Records for this exercise:
== Segment start ==

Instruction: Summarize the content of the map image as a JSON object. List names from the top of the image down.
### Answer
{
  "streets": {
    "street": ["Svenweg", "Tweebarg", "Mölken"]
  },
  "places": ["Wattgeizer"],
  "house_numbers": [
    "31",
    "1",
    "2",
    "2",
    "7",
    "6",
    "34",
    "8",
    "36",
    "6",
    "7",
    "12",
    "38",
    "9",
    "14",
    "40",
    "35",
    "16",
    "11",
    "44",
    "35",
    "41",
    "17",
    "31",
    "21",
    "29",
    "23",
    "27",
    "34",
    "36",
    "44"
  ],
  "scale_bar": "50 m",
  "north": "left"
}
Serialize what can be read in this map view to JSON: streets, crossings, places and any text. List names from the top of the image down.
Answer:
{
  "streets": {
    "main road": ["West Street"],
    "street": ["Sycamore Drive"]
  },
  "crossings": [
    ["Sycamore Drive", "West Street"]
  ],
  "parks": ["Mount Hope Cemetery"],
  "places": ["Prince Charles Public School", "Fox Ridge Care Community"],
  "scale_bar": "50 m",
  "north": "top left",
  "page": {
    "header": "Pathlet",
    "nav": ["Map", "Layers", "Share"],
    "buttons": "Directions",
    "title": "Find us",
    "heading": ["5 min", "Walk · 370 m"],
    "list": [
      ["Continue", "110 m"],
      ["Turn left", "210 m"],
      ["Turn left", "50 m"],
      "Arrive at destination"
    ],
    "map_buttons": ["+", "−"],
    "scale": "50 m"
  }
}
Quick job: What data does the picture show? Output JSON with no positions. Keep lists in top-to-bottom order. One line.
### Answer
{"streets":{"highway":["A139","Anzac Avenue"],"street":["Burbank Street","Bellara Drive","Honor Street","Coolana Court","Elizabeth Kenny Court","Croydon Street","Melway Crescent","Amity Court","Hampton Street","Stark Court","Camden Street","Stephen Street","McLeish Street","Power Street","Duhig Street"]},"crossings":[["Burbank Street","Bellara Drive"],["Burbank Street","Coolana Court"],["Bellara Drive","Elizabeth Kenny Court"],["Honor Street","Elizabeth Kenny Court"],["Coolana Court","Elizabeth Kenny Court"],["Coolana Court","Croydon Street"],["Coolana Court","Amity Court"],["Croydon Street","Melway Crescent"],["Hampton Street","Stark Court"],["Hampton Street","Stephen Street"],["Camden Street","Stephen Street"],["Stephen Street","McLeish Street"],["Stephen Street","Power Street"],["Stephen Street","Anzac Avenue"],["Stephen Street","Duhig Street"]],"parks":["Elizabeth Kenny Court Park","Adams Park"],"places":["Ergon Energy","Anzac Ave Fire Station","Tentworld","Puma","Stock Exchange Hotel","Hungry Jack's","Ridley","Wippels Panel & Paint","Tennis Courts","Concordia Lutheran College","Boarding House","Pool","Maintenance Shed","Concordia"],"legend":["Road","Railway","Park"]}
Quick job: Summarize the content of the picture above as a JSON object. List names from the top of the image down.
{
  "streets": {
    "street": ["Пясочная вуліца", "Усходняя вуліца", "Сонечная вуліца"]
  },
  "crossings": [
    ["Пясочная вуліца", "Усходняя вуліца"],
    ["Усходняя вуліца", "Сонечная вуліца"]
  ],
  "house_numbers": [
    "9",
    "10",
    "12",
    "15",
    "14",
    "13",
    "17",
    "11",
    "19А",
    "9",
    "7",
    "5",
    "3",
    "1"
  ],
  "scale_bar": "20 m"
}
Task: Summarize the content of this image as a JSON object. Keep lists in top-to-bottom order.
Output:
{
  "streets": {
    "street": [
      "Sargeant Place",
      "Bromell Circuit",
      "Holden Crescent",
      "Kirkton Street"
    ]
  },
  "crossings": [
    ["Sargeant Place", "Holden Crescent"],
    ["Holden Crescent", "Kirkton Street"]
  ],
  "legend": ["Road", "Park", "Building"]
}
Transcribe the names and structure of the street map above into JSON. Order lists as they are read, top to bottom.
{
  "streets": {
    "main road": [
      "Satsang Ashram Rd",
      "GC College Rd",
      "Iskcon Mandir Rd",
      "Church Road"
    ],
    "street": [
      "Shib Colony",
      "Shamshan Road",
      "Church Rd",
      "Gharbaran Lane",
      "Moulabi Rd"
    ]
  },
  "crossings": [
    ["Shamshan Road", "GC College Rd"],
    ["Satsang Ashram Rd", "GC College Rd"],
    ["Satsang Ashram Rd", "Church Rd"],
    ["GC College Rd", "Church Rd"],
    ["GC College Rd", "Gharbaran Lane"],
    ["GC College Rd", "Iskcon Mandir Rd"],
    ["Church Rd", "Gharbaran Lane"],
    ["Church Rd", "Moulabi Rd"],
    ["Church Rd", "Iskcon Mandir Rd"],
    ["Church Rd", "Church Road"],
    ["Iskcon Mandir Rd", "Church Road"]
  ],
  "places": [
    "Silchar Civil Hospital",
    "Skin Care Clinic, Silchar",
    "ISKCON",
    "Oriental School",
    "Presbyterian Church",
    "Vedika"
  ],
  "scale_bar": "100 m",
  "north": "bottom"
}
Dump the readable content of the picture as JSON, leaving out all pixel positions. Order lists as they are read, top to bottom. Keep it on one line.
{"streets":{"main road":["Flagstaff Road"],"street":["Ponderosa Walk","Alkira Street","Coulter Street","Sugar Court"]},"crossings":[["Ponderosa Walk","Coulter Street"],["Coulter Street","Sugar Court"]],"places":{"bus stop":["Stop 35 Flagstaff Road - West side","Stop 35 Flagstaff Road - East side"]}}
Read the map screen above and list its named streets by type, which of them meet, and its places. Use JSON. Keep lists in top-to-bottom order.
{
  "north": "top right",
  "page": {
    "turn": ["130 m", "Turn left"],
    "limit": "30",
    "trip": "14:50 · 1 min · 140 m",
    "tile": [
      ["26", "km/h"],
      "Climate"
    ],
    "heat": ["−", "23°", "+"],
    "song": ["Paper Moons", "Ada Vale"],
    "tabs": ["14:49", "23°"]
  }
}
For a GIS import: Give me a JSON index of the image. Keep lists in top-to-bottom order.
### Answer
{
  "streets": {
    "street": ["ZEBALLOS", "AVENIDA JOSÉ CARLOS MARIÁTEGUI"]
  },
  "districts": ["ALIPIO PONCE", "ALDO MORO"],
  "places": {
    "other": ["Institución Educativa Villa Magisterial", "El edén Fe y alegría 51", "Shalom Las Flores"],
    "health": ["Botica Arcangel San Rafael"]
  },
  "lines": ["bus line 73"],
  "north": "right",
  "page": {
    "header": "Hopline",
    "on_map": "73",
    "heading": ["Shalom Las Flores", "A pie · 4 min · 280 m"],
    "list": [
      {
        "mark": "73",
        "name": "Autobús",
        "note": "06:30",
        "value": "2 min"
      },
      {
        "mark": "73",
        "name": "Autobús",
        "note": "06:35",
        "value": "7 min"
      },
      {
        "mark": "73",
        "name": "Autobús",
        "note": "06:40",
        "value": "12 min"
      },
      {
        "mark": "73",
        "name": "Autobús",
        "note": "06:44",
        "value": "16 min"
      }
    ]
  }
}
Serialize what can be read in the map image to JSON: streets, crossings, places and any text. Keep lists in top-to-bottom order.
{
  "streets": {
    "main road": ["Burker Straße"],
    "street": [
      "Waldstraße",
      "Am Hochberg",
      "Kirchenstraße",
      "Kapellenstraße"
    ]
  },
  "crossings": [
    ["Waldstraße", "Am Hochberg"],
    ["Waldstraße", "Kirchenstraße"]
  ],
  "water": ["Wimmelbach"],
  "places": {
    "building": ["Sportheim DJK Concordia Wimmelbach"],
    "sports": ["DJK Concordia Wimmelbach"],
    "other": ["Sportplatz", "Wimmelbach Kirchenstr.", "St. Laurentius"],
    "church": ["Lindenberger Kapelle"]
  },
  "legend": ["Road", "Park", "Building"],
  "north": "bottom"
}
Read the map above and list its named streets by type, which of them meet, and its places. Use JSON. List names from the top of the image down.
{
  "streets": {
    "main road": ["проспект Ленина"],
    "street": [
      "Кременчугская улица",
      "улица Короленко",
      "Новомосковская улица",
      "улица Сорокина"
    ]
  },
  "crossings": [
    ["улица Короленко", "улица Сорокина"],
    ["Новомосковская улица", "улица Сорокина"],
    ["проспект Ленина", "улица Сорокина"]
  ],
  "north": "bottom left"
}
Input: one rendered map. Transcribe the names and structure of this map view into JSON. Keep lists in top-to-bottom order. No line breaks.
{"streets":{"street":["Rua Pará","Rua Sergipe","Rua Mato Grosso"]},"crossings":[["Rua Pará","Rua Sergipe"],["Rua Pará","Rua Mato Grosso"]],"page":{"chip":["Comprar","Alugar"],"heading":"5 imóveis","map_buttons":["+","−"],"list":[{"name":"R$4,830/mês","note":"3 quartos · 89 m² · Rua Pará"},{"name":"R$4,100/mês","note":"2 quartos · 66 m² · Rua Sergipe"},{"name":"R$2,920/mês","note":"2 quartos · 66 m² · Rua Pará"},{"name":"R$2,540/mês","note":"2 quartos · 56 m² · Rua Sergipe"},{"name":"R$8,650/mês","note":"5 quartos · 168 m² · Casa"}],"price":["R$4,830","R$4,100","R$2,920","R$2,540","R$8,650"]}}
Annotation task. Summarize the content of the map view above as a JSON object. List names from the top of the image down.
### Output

== Segment end ==

Exercise aim: Working from the data above, extract solely the lines from the one containing "Quick job: Summarize" through the one containing "Task: Summarize the", exactly as they appear, both included.

Output for this exercise:
Quick job: Summarize the content of the picture above as a JSON object. List names from the top of the image down.
{
  "streets": {
    "street": ["Пясочная вуліца", "Усходняя вуліца", "Сонечная вуліца"]
  },
  "crossings": [
    ["Пясочная вуліца", "Усходняя вуліца"],
    ["Усходняя вуліца", "Сонечная вуліца"]
  ],
  "house_numbers": [
    "9",
    "10",
    "12",
    "15",
    "14",
    "13",
    "17",
    "11",
    "19А",
    "9",
    "7",
    "5",
    "3",
    "1"
  ],
  "scale_bar": "20 m"
}
Task: Summarize the content of this image as a JSON object. Keep lists in top-to-bottom order.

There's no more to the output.